◆ Data to use
++++
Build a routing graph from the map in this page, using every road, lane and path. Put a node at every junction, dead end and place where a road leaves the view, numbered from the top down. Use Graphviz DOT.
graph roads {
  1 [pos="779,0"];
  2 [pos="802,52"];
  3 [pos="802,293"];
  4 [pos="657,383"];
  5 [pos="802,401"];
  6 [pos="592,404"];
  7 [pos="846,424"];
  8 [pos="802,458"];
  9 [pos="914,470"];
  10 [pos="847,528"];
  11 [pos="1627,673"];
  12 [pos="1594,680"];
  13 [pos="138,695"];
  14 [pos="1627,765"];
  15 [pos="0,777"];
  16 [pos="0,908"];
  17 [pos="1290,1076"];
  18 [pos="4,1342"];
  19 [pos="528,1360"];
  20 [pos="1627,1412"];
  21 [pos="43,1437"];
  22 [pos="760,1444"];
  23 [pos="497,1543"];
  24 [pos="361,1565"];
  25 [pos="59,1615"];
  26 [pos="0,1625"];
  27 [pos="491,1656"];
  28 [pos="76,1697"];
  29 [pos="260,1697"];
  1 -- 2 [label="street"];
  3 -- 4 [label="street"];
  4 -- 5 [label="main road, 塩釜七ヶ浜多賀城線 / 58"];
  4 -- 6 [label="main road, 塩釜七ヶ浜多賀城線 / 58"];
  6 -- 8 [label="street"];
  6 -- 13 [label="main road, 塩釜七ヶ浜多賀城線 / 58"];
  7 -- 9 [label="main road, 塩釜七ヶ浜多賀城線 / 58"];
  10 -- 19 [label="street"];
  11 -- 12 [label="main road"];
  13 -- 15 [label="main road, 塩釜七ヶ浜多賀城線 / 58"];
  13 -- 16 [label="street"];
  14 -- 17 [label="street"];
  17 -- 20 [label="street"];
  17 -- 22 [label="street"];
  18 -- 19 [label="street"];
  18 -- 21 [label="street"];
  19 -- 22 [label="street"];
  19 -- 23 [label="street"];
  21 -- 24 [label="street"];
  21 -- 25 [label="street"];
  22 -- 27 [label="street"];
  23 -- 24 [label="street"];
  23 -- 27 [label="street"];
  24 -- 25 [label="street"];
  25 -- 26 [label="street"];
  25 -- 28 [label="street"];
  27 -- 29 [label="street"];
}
++++
◆ Assignment
The data should be written out again in full, exactly as it stands.

◆ Response
Build a routing graph from the map in this page, using every road, lane and path. Put a node at every junction, dead end and place where a road leaves the view, numbered from the top down. Use Graphviz DOT.
graph roads {
  1 [pos="779,0"];
  2 [pos="802,52"];
  3 [pos="802,293"];
  4 [pos="657,383"];
  5 [pos="802,401"];
  6 [pos="592,404"];
  7 [pos="846,424"];
  8 [pos="802,458"];
  9 [pos="914,470"];
  10 [pos="847,528"];
  11 [pos="1627,673"];
  12 [pos="1594,680"];
  13 [pos="138,695"];
  14 [pos="1627,765"];
  15 [pos="0,777"];
  16 [pos="0,908"];
  17 [pos="1290,1076"];
  18 [pos="4,1342"];
  19 [pos="528,1360"];
  20 [pos="1627,1412"];
  21 [pos="43,1437"];
  22 [pos="760,1444"];
  23 [pos="497,1543"];
  24 [pos="361,1565"];
  25 [pos="59,1615"];
  26 [pos="0,1625"];
  27 [pos="491,1656"];
  28 [pos="76,1697"];
  29 [pos="260,1697"];
  1 -- 2 [label="street"];
  3 -- 4 [label="street"];
  4 -- 5 [label="main road, 塩釜七ヶ浜多賀城線 / 58"];
  4 -- 6 [label="main road, 塩釜七ヶ浜多賀城線 / 58"];
  6 -- 8 [label="street"];
  6 -- 13 [label="main road, 塩釜七ヶ浜多賀城線 / 58"];
  7 -- 9 [label="main road, 塩釜七ヶ浜多賀城線 / 58"];
  10 -- 19 [label="street"];
  11 -- 12 [label="main road"];
  13 -- 15 [label="main road, 塩釜七ヶ浜多賀城線 / 58"];
  13 -- 16 [label="street"];
  14 -- 17 [label="street"];
  17 -- 20 [label="street"];
  17 -- 22 [label="street"];
  18 -- 19 [label="street"];
  18 -- 21 [label="street"];
  19 -- 22 [label="street"];
  19 -- 23 [label="street"];
  21 -- 24 [label="street"];
  21 -- 25 [label="street"];
  22 -- 27 [label="street"];
  23 -- 24 [label="street"];
  23 -- 27 [label="street"];
  24 -- 25 [label="street"];
  25 -- 26 [label="street"];
  25 -- 28 [label="street"];
  27 -- 29 [label="street"];
}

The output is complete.